• [Entries provided]

= Beginning of Section =

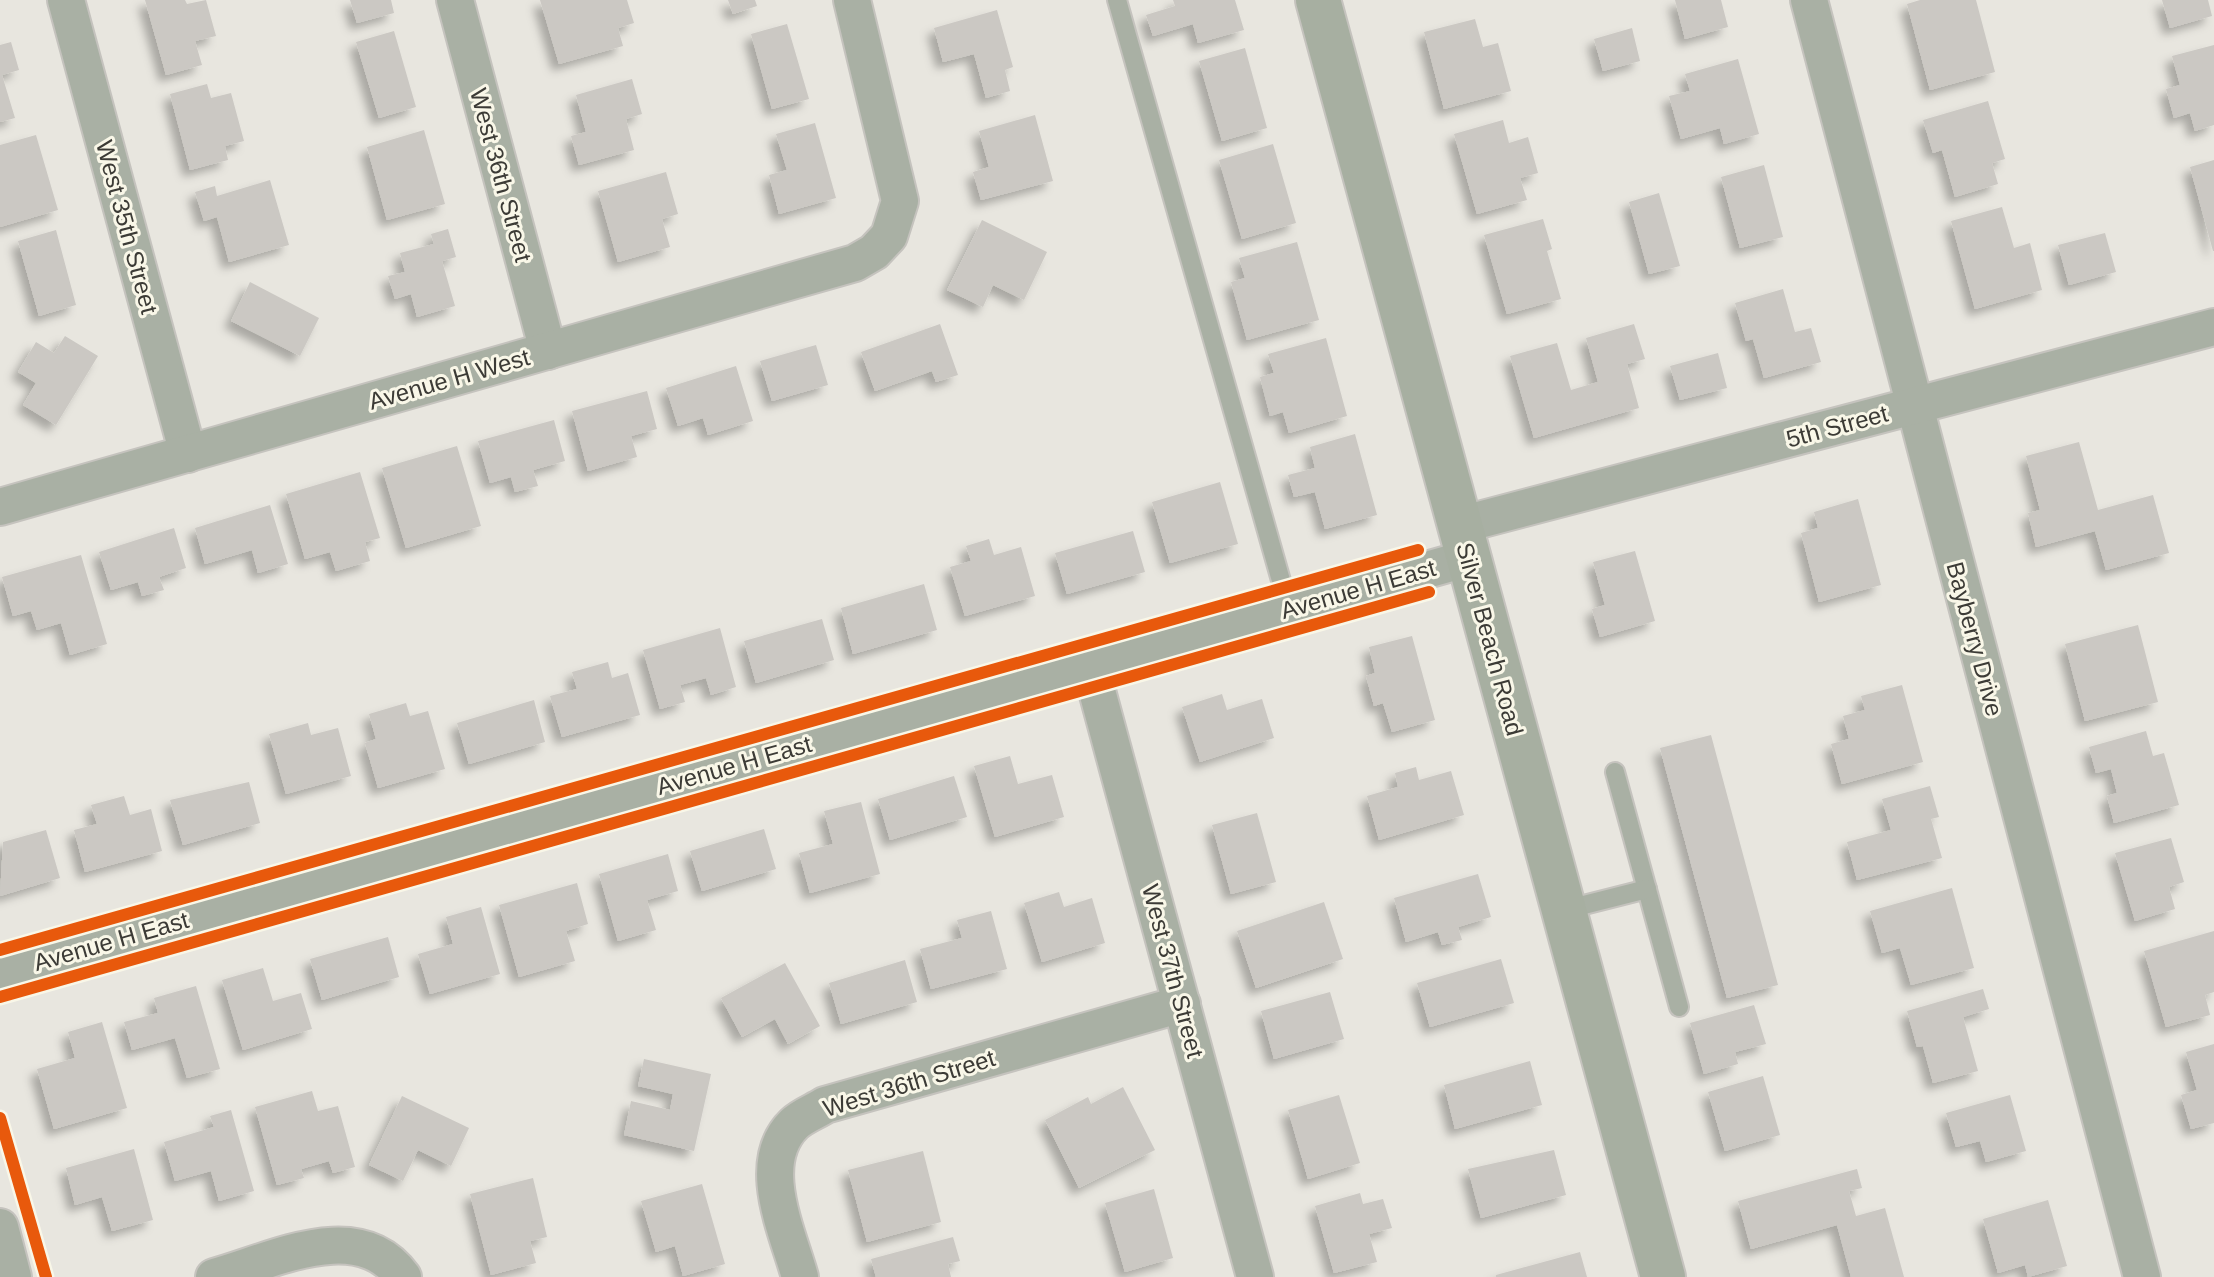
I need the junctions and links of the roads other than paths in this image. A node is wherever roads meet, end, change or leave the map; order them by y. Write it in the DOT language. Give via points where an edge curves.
graph roads {
  1 [pos="66,0"];
  2 [pos="455,0"];
  3 [pos="852,0"];
  4 [pos="1117,0"];
  5 [pos="1318,0"];
  6 [pos="1809,0"];
  7 [pos="2214,327"];
  8 [pos="548,351"];
  9 [pos="1914,406"];
  10 [pos="188,454"];
  11 [pos="0,507"];
  12 [pos="1464,542"];
  13 [pos="1289,609"];
  14 [pos="1090,665"];
  15 [pos="1615,772"];
  16 [pos="1647,889"];
  17 [pos="1564,910"];
  18 [pos="0,972"];
  19 [pos="1182,1004"];
  20 [pos="1679,1007"];
  21 [pos="0,1227"];
  22 [pos="13,1277"];
  23 [pos="214,1277"];
  24 [pos="403,1277"];
  25 [pos="800,1277"];
  26 [pos="1255,1277"];
  27 [pos="1663,1277"];
  28 [pos="2142,1277"];
  1 -- 10 [label="street, West 35th Street"];
  2 -- 8 [label="street, West 36th Street"];
  3 -- 8 [label="street, Avenue H West" via="898,179 900,201 889,236 855,263"];
  4 -- 13 [label="lane"];
  5 -- 12 [label="street, Silver Beach Road"];
  6 -- 9 [label="street, Bayberry Drive"];
  7 -- 9 [label="street, 5th Street"];
  8 -- 10 [label="street, Avenue H West"];
  9 -- 12 [label="street, 5th Street"];
  9 -- 28 [label="street, Bayberry Drive"];
  10 -- 11 [label="street, Avenue H West"];
  12 -- 13 [label="street, Avenue H East"];
  12 -- 17 [label="street, Silver Beach Road"];
  13 -- 14 [label="street, Avenue H East"];
  14 -- 18 [label="street, Avenue H East"];
  14 -- 19 [label="street, West 37th Street"];
  15 -- 16 [label="lane"];
  16 -- 17 [label="lane"];
  16 -- 20 [label="lane"];
  17 -- 27 [label="street, Silver Beach Road"];
  19 -- 25 [label="street, West 36th Street" via="825,1105 794,1123 781,1141 775,1185"];
  19 -- 26 [label="street, West 37th Street"];
  21 -- 22 [label="street"];
  23 -- 24 [label="street" via="345,1243 387,1258"];
}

= End of Section =

• [Task brief] Set down all of the data word for word; no pictures belong in it.

• [Task response]
I need the junctions and links of the roads other than paths in this image. A node is wherever roads meet, end, change or leave the map; order them by y. Write it in the DOT language. Give via points where an edge curves.
graph roads {
  1 [pos="66,0"];
  2 [pos="455,0"];
  3 [pos="852,0"];
  4 [pos="1117,0"];
  5 [pos="1318,0"];
  6 [pos="1809,0"];
  7 [pos="2214,327"];
  8 [pos="548,351"];
  9 [pos="1914,406"];
  10 [pos="188,454"];
  11 [pos="0,507"];
  12 [pos="1464,542"];
  13 [pos="1289,609"];
  14 [pos="1090,665"];
  15 [pos="1615,772"];
  16 [pos="1647,889"];
  17 [pos="1564,910"];
  18 [pos="0,972"];
  19 [pos="1182,1004"];
  20 [pos="1679,1007"];
  21 [pos="0,1227"];
  22 [pos="13,1277"];
  23 [pos="214,1277"];
  24 [pos="403,1277"];
  25 [pos="800,1277"];
  26 [pos="1255,1277"];
  27 [pos="1663,1277"];
  28 [pos="2142,1277"];
  1 -- 10 [label="street, West 35th Street"];
  2 -- 8 [label="street, West 36th Street"];
  3 -- 8 [label="street, Avenue H West" via="898,179 900,201 889,236 855,263"];
  4 -- 13 [label="lane"];
  5 -- 12 [label="street, Silver Beach Road"];
  6 -- 9 [label="street, Bayberry Drive"];
  7 -- 9 [label="street, 5th Street"];
  8 -- 10 [label="street, Avenue H West"];
  9 -- 12 [label="street, 5th Street"];
  9 -- 28 [label="street, Bayberry Drive"];
  10 -- 11 [label="street, Avenue H West"];
  12 -- 13 [label="street, Avenue H East"];
  12 -- 17 [label="street, Silver Beach Road"];
  13 -- 14 [label="street, Avenue H East"];
  14 -- 18 [label="street, Avenue H East"];
  14 -- 19 [label="street, West 37th Street"];
  15 -- 16 [label="lane"];
  16 -- 17 [label="lane"];
  16 -- 20 [label="lane"];
  17 -- 27 [label="street, Silver Beach Road"];
  19 -- 25 [label="street, West 36th Street" via="825,1105 794,1123 781,1141 775,1185"];
  19 -- 26 [label="street, West 37th Street"];
  21 -- 22 [label="street"];
  23 -- 24 [label="street" via="345,1243 387,1258"];
}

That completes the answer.